» **EXTRACTED DATA**
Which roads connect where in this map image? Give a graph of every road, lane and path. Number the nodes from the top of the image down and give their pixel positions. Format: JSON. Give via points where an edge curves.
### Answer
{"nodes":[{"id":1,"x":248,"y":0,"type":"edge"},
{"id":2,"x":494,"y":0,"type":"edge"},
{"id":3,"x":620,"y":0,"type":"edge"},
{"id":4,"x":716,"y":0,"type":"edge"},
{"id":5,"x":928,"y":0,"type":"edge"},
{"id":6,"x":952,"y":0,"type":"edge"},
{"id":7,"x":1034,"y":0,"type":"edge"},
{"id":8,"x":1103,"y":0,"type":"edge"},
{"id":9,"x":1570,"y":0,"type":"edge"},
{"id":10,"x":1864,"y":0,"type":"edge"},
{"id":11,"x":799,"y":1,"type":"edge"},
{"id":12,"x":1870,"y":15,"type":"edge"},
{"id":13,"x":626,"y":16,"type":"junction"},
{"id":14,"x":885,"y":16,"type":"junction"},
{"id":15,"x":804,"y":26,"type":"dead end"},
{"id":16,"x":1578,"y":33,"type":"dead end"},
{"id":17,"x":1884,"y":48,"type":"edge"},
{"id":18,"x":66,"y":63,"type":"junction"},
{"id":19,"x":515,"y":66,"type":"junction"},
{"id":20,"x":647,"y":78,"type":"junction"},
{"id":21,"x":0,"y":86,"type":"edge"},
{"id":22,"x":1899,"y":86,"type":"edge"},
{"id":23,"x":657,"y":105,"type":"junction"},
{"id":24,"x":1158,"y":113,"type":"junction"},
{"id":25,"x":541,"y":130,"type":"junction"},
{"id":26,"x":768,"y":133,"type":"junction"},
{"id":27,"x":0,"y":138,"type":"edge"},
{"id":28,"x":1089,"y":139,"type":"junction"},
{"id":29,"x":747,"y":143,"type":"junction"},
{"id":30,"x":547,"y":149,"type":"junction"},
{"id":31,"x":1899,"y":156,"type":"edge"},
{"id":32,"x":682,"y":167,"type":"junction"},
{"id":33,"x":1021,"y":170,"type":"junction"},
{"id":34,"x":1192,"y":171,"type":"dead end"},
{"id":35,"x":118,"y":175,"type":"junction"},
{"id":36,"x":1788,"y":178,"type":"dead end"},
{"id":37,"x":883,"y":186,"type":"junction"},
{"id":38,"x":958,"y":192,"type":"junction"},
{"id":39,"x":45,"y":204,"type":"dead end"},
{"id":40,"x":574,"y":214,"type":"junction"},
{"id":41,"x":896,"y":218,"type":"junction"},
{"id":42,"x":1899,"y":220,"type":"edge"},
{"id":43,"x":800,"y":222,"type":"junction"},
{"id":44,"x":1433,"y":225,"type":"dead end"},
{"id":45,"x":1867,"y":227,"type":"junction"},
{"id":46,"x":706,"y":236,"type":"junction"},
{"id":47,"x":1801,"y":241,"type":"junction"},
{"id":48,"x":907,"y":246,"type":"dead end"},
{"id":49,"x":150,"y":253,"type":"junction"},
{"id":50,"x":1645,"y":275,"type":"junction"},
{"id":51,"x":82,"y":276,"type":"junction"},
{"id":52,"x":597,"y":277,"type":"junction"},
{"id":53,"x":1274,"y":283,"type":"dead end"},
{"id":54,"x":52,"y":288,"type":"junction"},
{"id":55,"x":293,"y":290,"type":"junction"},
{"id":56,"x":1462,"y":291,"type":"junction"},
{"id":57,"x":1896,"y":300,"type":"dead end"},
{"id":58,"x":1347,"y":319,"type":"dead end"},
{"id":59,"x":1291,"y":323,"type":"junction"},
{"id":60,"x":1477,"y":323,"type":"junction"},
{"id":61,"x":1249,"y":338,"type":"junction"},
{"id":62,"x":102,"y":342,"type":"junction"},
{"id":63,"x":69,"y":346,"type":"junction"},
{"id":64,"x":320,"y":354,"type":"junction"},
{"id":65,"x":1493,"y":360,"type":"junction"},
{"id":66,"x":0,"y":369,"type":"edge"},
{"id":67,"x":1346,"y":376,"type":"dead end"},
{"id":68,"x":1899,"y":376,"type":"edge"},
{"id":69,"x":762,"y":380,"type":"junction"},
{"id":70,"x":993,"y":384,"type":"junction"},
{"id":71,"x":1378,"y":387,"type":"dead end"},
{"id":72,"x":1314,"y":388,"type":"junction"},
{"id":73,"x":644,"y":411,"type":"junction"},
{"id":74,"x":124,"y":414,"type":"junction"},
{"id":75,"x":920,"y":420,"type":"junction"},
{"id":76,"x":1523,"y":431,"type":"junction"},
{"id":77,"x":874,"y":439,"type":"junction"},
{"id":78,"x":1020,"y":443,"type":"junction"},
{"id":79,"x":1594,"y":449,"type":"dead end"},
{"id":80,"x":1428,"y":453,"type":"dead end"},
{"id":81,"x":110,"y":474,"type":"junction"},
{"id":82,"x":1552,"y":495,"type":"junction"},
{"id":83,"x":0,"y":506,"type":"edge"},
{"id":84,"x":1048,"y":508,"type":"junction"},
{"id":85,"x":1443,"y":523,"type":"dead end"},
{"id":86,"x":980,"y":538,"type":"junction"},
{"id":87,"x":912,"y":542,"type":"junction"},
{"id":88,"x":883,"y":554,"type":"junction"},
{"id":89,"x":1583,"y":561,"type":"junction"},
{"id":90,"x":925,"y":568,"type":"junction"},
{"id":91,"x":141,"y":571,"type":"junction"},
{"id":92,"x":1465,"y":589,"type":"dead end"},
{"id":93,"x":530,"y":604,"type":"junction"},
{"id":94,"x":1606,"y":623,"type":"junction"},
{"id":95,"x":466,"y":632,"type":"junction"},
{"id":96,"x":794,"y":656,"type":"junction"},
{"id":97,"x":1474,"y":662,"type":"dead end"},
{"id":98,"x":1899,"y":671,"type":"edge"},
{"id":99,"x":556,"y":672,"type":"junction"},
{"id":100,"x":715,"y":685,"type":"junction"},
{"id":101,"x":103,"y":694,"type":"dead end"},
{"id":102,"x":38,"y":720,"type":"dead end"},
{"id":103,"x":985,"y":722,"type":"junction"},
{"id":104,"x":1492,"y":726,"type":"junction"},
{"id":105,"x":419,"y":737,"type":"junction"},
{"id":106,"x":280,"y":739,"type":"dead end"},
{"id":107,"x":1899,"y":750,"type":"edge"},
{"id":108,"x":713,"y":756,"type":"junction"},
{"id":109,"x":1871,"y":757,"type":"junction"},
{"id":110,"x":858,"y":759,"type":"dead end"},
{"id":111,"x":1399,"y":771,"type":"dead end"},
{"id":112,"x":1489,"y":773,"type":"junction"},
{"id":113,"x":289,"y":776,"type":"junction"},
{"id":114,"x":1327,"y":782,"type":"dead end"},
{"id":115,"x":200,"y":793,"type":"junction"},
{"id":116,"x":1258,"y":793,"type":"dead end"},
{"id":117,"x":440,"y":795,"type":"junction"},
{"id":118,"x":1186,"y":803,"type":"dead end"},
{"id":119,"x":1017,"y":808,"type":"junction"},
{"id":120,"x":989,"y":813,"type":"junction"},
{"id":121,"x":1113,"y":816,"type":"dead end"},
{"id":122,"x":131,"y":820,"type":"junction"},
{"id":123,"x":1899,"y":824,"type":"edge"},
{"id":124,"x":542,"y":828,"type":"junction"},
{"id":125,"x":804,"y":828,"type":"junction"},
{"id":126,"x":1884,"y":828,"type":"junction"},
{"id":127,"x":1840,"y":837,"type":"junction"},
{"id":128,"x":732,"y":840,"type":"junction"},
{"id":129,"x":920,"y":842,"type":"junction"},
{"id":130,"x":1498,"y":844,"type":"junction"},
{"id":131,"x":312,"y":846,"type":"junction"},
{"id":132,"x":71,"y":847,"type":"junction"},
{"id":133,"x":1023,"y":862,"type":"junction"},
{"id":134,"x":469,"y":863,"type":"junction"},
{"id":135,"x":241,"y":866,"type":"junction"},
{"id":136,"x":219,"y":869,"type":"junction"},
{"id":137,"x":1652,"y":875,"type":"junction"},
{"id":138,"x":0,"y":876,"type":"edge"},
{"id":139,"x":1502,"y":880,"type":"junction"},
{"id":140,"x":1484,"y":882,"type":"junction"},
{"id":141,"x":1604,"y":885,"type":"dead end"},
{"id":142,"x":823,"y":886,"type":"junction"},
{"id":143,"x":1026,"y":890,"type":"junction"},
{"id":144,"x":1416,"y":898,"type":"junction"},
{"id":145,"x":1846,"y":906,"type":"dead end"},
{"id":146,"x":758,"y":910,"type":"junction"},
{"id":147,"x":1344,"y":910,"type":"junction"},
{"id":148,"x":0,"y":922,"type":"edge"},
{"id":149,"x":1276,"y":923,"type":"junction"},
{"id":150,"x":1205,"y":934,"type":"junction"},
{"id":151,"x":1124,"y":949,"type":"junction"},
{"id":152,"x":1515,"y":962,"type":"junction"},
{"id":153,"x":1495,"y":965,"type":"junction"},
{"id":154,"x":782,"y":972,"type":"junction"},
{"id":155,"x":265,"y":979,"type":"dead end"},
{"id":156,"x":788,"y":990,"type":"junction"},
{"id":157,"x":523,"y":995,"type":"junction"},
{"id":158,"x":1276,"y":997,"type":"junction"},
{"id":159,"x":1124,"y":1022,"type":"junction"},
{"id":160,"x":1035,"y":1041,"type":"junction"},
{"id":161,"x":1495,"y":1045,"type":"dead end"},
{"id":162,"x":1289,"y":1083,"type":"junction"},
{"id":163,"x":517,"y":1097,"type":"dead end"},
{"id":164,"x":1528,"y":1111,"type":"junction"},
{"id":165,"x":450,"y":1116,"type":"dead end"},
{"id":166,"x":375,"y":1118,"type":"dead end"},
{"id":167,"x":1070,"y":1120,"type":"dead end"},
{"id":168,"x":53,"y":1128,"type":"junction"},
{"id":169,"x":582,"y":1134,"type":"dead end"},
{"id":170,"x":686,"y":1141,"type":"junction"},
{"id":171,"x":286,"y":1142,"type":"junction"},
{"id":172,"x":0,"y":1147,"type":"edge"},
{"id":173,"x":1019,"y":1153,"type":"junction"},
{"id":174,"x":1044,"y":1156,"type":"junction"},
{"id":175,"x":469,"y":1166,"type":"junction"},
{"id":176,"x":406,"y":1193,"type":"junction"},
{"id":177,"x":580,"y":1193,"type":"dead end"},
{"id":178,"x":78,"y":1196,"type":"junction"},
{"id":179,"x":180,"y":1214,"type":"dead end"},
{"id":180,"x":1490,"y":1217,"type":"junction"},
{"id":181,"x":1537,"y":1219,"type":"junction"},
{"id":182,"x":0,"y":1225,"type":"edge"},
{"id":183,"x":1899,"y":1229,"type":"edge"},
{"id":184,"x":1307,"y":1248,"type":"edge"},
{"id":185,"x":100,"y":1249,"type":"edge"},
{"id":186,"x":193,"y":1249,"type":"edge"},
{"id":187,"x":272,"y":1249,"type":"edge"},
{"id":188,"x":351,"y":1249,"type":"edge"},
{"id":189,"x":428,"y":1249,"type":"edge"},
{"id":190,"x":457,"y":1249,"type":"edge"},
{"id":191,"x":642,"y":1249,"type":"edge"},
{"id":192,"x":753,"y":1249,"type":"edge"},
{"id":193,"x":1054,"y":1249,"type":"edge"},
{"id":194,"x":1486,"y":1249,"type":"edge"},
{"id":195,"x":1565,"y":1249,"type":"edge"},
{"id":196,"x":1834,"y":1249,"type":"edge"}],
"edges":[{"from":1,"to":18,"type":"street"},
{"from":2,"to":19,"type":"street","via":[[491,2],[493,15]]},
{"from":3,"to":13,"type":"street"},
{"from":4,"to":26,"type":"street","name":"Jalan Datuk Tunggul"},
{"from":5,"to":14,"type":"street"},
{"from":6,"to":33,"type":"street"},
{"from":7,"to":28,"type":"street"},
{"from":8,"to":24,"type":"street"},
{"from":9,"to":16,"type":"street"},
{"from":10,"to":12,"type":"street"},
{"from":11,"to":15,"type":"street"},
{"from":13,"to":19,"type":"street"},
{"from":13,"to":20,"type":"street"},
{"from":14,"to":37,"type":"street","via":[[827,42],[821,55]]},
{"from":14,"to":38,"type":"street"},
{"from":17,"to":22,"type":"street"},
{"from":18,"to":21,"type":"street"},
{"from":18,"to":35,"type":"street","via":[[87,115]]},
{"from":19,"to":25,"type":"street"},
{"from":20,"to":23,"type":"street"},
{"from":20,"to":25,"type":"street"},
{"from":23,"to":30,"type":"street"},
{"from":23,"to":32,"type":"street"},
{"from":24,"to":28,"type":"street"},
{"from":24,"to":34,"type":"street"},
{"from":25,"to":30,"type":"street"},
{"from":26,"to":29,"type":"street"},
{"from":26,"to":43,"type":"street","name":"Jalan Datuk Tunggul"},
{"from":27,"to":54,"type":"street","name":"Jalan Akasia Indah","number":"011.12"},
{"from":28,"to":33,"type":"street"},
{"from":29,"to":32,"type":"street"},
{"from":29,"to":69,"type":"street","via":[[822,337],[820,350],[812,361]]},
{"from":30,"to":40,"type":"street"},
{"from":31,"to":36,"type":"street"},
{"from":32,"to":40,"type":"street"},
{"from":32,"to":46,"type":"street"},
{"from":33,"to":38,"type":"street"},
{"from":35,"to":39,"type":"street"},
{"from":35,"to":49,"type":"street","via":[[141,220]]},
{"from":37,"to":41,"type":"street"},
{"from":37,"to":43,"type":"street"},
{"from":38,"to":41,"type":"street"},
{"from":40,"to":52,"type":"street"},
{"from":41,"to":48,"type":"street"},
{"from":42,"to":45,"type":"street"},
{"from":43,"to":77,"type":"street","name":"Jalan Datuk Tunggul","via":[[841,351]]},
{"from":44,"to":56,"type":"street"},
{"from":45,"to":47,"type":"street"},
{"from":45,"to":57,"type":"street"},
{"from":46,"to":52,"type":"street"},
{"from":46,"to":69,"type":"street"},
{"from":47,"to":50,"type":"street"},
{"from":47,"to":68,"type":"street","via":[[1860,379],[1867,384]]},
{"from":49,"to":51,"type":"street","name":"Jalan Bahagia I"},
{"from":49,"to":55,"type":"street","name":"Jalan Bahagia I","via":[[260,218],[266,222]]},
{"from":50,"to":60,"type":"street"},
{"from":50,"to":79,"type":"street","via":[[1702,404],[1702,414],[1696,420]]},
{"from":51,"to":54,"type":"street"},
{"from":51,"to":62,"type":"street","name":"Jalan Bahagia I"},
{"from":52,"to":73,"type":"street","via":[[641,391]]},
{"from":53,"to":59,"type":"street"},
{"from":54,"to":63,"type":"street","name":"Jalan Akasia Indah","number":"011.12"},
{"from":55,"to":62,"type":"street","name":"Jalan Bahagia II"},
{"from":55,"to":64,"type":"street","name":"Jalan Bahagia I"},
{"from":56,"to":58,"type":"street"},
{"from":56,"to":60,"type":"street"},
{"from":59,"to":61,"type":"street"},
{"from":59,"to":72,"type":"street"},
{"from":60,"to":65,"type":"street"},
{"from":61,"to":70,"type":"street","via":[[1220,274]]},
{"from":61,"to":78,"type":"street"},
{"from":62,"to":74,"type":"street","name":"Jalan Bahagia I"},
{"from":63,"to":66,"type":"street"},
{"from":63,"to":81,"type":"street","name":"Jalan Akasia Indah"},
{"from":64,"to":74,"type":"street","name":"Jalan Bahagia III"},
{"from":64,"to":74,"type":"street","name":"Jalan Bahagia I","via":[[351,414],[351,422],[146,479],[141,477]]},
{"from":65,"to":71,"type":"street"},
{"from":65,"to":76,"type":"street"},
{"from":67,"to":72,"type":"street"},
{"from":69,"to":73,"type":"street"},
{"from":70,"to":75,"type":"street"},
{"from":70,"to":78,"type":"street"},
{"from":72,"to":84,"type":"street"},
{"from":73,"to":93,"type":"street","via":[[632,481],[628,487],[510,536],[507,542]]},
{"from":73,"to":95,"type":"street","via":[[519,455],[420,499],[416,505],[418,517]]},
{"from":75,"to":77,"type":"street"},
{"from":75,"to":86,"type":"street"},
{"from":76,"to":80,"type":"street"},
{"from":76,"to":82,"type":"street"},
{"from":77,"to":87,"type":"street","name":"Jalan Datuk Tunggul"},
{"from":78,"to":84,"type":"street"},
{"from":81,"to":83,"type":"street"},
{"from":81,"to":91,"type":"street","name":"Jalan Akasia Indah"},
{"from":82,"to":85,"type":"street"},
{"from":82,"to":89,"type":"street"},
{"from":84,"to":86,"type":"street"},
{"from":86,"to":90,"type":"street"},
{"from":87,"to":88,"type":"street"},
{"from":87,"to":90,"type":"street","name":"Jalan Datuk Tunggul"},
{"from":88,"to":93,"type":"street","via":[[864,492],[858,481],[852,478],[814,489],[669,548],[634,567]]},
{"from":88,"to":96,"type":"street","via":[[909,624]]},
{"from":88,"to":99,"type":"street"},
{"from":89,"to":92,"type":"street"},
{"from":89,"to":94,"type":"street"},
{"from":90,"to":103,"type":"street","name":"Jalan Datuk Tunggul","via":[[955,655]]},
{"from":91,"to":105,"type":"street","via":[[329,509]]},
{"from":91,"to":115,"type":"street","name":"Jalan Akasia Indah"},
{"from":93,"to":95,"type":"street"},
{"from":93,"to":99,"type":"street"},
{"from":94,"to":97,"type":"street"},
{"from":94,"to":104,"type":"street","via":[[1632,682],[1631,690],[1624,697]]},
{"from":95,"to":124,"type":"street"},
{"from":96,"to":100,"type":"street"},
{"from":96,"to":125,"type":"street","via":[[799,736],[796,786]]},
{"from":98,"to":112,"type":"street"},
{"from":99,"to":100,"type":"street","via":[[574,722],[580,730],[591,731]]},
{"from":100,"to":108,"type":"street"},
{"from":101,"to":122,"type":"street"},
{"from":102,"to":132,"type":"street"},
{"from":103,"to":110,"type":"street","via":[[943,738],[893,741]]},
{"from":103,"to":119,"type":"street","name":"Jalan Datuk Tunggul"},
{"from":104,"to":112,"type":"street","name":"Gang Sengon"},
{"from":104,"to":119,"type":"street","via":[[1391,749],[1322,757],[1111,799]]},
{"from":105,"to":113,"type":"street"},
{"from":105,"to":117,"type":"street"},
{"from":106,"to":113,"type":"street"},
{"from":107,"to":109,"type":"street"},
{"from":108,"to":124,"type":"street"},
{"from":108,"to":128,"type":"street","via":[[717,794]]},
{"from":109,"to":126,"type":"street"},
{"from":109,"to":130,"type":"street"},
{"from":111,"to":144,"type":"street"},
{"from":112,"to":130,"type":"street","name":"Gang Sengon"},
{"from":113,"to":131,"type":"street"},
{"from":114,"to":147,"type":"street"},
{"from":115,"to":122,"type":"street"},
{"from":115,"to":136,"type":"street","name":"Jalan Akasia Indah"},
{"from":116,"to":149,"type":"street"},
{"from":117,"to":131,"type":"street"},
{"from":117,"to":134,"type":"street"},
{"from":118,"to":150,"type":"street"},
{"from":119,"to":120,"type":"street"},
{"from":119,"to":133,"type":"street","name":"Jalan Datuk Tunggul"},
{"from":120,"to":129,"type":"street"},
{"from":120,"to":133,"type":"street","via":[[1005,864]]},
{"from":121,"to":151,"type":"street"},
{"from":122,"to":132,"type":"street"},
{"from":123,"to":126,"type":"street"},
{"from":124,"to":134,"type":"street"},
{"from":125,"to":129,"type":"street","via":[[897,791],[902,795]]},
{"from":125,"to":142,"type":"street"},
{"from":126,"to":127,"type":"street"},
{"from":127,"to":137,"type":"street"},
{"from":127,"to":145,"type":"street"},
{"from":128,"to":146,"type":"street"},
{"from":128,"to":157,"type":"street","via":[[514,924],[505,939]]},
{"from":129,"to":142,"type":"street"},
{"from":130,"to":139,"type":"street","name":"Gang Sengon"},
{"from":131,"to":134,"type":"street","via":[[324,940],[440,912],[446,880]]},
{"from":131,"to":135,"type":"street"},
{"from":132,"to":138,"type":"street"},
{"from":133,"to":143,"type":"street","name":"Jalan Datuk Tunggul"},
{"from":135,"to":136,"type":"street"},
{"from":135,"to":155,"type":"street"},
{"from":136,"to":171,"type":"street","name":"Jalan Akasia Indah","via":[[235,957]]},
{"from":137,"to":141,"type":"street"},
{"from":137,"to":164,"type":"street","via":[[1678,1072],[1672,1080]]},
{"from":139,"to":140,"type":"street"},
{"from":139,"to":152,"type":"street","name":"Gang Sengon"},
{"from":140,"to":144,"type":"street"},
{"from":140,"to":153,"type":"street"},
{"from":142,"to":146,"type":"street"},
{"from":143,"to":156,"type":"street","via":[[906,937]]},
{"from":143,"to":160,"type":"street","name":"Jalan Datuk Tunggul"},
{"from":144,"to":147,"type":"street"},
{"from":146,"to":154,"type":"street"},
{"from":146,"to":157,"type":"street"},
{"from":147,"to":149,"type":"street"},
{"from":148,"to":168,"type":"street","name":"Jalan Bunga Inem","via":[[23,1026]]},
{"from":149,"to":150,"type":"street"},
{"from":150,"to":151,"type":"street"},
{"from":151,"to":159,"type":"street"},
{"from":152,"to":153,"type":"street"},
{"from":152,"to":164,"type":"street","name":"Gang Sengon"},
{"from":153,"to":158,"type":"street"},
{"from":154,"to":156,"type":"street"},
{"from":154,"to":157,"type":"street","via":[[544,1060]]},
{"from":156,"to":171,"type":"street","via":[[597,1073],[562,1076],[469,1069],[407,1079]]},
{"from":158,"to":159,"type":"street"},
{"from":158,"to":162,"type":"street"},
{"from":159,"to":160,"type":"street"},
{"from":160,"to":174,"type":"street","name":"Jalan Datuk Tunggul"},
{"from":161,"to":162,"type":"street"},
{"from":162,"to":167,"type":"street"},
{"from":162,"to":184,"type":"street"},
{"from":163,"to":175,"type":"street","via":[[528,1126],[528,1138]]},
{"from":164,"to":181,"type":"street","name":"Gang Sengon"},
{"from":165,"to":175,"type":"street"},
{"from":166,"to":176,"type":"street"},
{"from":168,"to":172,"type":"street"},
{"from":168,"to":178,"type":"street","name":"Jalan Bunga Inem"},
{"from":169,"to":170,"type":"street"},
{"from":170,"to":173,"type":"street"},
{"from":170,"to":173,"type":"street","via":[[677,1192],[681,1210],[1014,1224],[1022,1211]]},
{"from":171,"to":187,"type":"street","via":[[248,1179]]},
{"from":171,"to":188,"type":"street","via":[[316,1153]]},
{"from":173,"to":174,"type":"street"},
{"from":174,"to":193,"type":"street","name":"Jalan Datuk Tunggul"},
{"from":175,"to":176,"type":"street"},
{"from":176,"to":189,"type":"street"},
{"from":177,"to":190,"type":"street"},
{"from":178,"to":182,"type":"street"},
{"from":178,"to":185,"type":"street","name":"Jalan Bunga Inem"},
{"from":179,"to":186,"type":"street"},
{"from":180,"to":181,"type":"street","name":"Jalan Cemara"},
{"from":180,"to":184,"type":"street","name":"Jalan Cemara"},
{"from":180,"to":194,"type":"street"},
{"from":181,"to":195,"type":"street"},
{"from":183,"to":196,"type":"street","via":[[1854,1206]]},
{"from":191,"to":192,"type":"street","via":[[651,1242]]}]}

» **PROBLEM**
Reply with nothing except the number of lines in the records that include the word "Inem".

» **SOLVED PROBLEM**
3